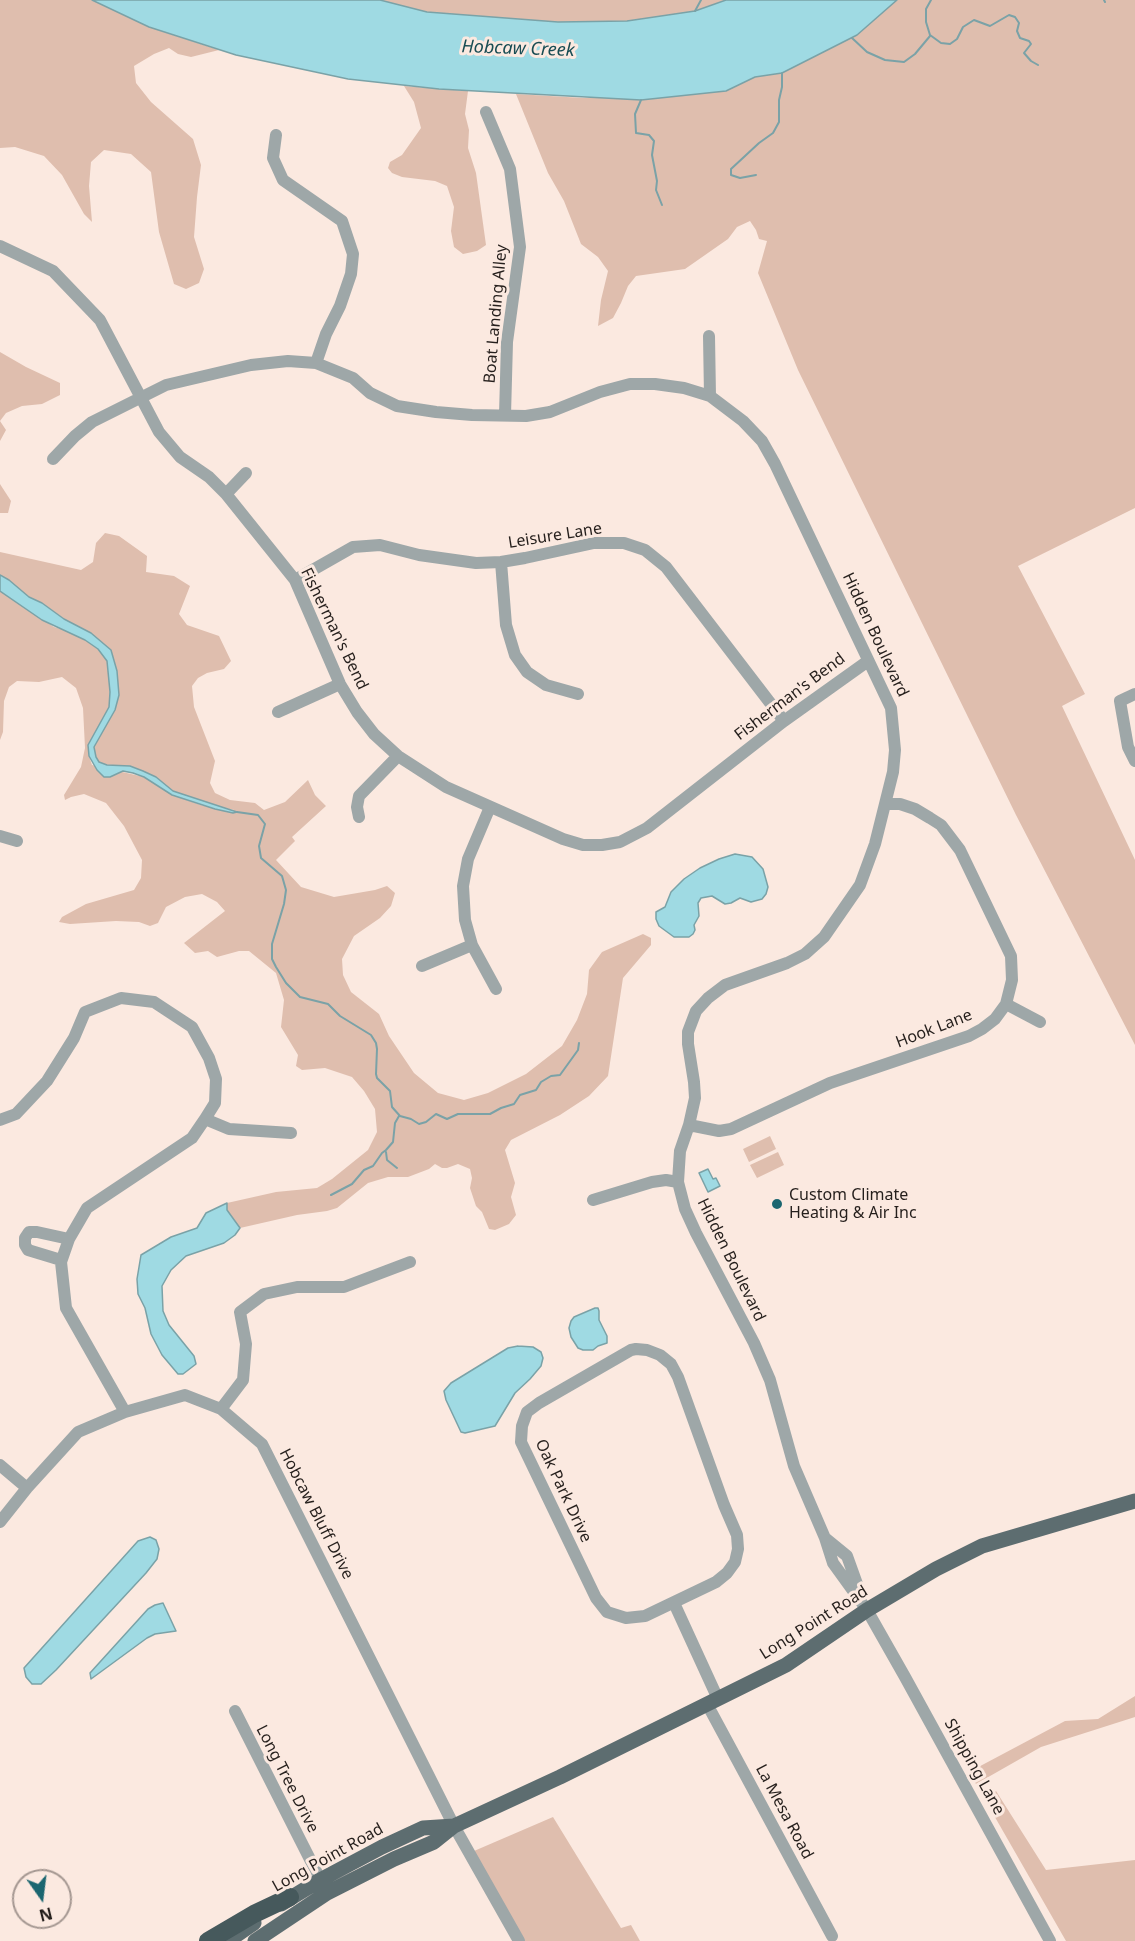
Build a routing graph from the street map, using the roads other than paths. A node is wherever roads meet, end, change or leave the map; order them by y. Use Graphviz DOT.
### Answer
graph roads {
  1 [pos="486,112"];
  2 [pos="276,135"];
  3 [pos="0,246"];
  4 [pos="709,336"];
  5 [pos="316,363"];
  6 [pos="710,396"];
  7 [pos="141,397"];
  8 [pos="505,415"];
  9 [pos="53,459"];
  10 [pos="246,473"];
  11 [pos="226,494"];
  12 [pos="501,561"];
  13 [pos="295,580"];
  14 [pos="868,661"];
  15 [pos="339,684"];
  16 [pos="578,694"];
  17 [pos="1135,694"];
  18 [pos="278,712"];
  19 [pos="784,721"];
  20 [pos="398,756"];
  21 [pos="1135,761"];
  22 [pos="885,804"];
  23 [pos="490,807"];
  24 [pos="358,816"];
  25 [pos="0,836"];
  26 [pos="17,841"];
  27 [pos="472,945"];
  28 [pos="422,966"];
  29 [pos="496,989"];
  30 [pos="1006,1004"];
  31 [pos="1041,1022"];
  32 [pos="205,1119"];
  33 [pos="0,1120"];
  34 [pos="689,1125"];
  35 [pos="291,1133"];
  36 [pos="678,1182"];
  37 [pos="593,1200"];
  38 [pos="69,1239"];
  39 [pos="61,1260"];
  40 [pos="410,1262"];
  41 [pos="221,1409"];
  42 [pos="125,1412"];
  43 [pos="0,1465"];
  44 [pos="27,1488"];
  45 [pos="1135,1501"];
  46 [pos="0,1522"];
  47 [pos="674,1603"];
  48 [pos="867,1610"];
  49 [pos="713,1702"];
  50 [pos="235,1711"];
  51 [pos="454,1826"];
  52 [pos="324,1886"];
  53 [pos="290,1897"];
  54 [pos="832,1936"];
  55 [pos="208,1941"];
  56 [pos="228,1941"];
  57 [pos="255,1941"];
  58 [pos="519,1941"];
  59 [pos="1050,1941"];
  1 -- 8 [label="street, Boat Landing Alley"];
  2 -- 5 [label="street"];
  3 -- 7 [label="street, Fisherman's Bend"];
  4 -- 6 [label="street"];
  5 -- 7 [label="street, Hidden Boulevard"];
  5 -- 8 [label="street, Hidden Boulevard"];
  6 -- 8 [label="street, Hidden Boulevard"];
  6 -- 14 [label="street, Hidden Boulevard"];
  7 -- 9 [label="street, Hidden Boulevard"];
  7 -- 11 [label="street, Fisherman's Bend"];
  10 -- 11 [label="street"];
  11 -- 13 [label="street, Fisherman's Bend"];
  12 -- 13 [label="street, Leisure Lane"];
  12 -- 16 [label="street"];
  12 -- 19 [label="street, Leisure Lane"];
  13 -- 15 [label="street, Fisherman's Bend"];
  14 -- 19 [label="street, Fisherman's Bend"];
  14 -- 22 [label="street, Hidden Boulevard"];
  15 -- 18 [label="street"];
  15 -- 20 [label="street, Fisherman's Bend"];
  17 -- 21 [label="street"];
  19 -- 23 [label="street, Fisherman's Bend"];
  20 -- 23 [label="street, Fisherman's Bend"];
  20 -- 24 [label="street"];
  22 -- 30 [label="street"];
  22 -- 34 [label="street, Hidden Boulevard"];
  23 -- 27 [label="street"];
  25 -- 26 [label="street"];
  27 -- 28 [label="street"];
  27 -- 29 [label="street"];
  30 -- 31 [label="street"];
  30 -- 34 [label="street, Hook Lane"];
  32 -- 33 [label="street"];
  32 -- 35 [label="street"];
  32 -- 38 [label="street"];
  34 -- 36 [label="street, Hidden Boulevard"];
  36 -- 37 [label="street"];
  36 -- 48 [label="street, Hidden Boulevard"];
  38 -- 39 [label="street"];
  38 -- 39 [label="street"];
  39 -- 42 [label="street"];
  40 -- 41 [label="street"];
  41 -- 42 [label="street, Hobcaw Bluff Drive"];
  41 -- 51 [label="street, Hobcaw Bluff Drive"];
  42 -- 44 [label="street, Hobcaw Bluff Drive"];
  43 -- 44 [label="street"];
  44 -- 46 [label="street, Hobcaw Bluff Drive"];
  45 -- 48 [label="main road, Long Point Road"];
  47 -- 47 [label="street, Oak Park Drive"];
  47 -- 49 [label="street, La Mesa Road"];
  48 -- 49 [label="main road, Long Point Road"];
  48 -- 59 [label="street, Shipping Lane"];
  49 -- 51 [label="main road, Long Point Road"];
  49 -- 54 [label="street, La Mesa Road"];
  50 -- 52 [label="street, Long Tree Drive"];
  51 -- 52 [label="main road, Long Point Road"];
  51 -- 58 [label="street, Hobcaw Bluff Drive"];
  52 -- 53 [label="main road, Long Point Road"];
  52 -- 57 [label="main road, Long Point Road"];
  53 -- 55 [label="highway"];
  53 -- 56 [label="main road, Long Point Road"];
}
____________________
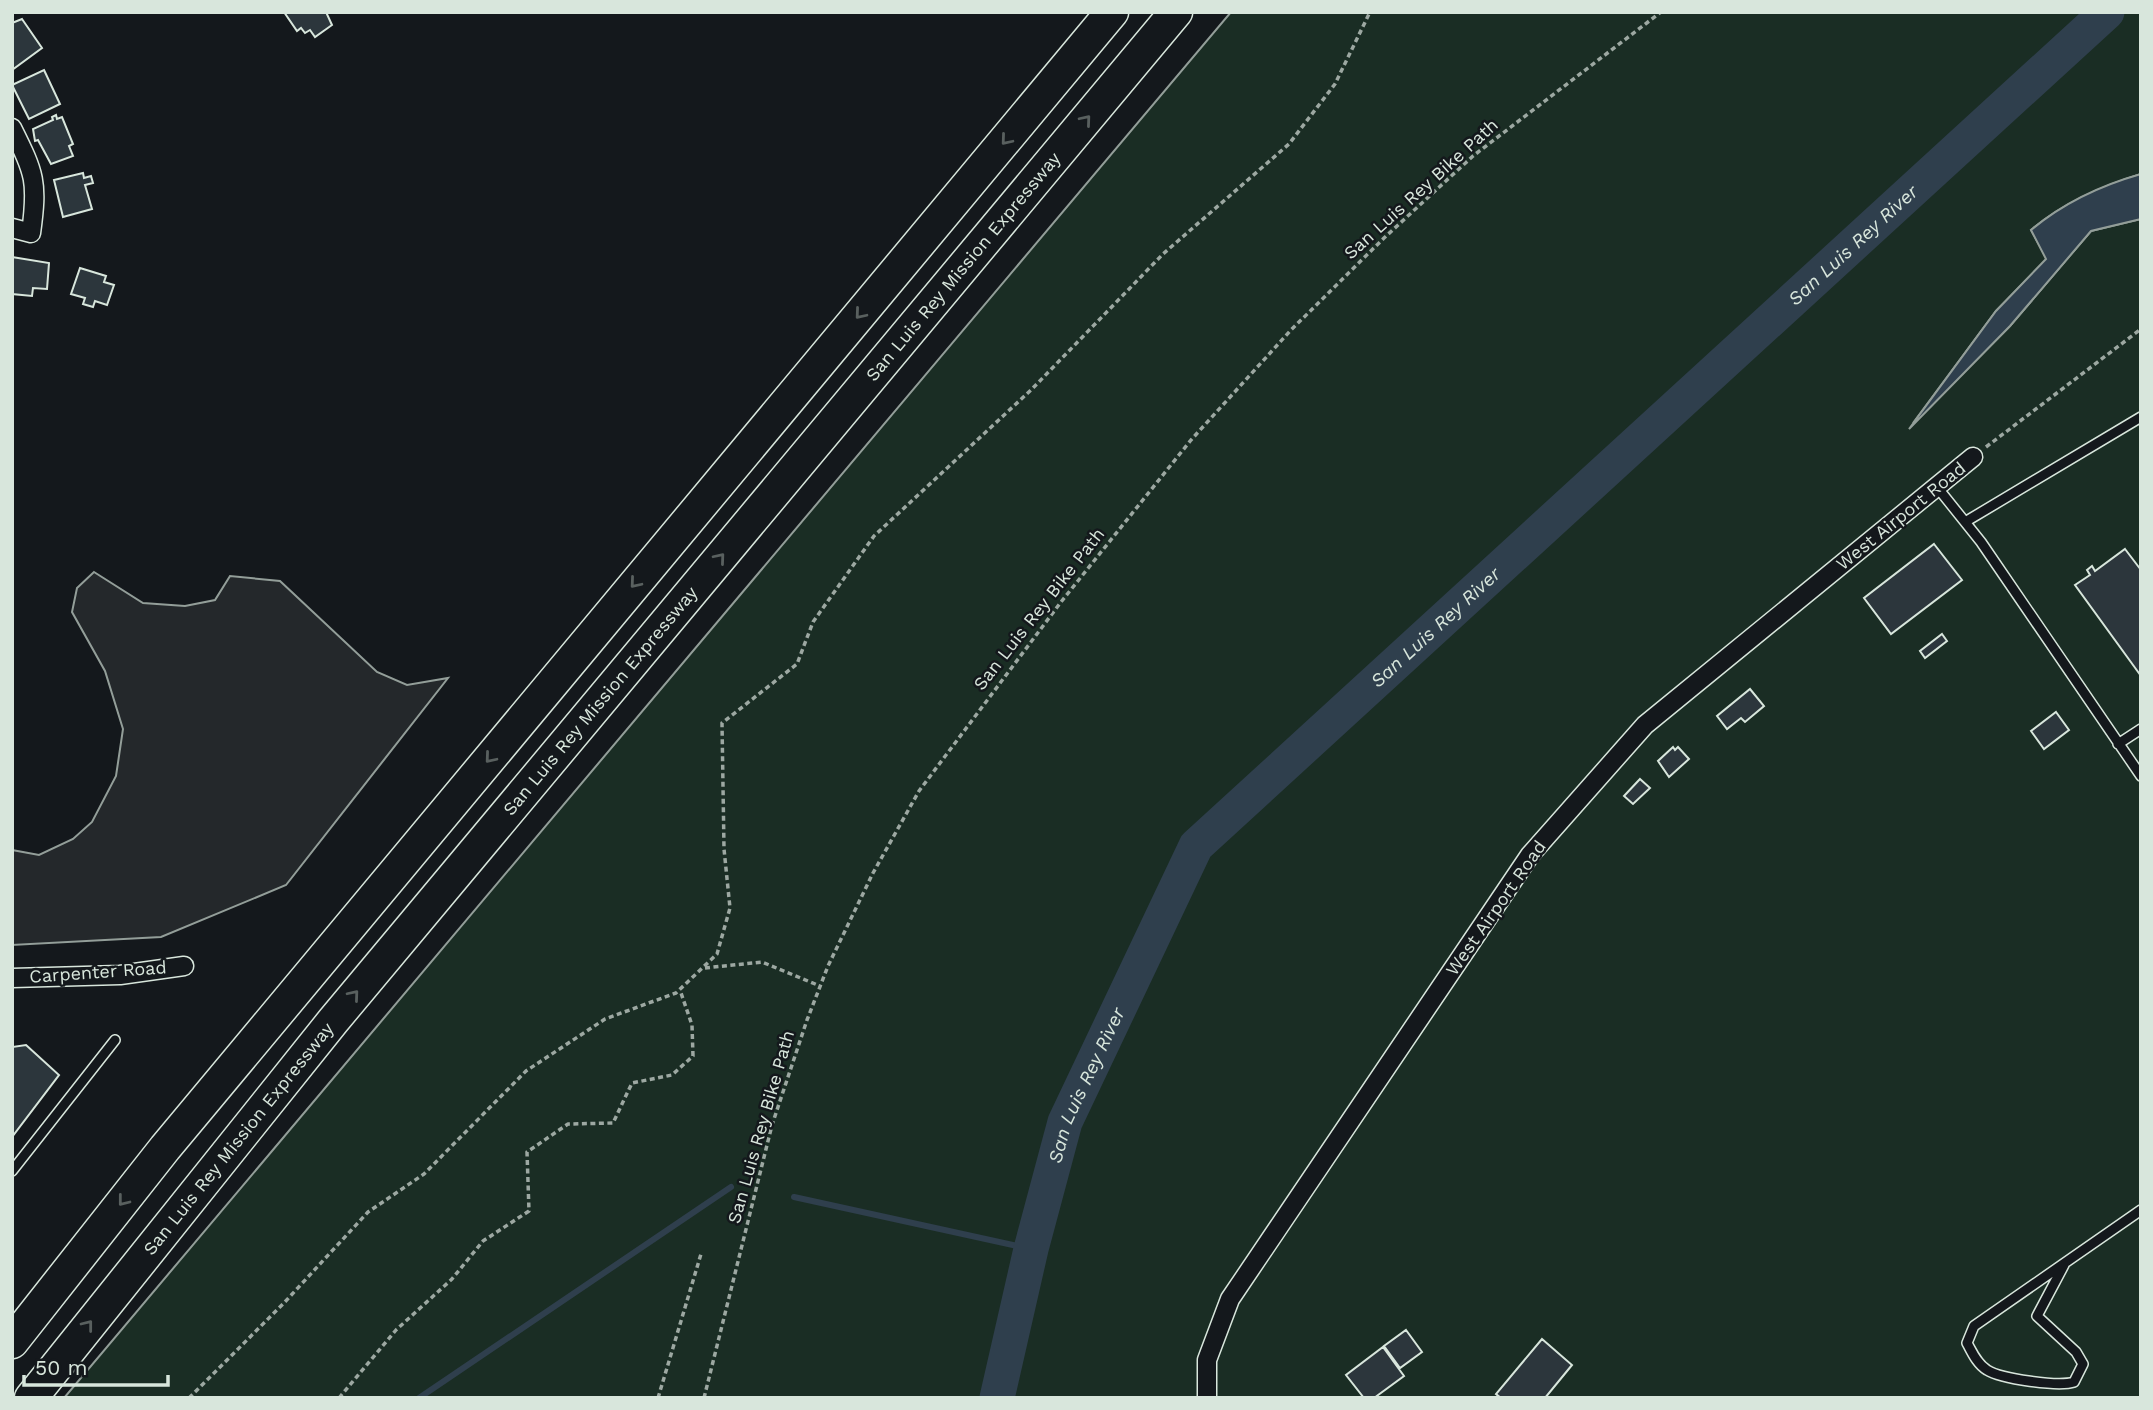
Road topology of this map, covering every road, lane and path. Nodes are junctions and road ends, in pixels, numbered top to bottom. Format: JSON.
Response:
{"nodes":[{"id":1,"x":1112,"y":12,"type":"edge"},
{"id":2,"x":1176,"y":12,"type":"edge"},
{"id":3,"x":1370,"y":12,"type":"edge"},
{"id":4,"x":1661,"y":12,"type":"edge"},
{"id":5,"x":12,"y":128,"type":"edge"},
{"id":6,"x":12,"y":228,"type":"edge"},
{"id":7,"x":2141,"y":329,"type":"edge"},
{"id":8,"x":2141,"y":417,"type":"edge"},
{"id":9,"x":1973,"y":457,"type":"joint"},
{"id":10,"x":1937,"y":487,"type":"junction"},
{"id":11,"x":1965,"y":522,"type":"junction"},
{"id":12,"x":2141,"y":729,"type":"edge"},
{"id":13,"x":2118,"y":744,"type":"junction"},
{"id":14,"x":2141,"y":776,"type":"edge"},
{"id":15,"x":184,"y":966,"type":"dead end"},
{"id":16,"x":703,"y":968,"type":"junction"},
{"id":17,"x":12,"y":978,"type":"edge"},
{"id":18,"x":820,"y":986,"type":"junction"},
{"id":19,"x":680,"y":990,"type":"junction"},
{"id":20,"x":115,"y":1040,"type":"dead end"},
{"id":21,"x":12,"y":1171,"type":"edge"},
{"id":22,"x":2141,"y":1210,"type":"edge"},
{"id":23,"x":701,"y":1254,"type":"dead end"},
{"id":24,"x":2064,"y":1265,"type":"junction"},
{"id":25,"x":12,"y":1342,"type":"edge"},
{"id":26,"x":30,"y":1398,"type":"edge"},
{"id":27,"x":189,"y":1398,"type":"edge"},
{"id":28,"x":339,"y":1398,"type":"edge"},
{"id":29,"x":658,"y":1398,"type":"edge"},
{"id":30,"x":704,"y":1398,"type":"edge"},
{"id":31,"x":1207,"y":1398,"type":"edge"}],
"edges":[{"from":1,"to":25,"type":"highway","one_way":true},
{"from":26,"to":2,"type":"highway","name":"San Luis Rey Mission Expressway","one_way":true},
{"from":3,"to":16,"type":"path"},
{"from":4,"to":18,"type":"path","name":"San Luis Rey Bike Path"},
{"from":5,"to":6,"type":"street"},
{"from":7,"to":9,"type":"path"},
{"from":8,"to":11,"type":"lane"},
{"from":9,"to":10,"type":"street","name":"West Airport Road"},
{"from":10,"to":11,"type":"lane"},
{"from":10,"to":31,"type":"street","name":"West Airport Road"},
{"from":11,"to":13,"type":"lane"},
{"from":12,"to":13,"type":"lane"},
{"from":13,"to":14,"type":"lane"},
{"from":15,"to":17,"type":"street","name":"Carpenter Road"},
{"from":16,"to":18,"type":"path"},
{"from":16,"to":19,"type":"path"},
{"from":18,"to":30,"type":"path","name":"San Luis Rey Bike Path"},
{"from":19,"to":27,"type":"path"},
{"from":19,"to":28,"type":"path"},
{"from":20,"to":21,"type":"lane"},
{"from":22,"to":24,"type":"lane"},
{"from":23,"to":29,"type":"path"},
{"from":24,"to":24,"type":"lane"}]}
____________________
▶ WORK TO BE COMPLETED
Wherever a line of the records above contains the string "Drive", copy that line out.

▶ ANSWER BOX
  41 -- 42 [label="street, Hobcaw Bluff Drive"];
  41 -- 51 [label="street, Hobcaw Bluff Drive"];
  42 -- 44 [label="street, Hobcaw Bluff Drive"];
  44 -- 46 [label="street, Hobcaw Bluff Drive"];
  47 -- 47 [label="street, Oak Park Drive"];
  50 -- 52 [label="street, Long Tree Drive"];
  51 -- 58 [label="street, Hobcaw Bluff Drive"];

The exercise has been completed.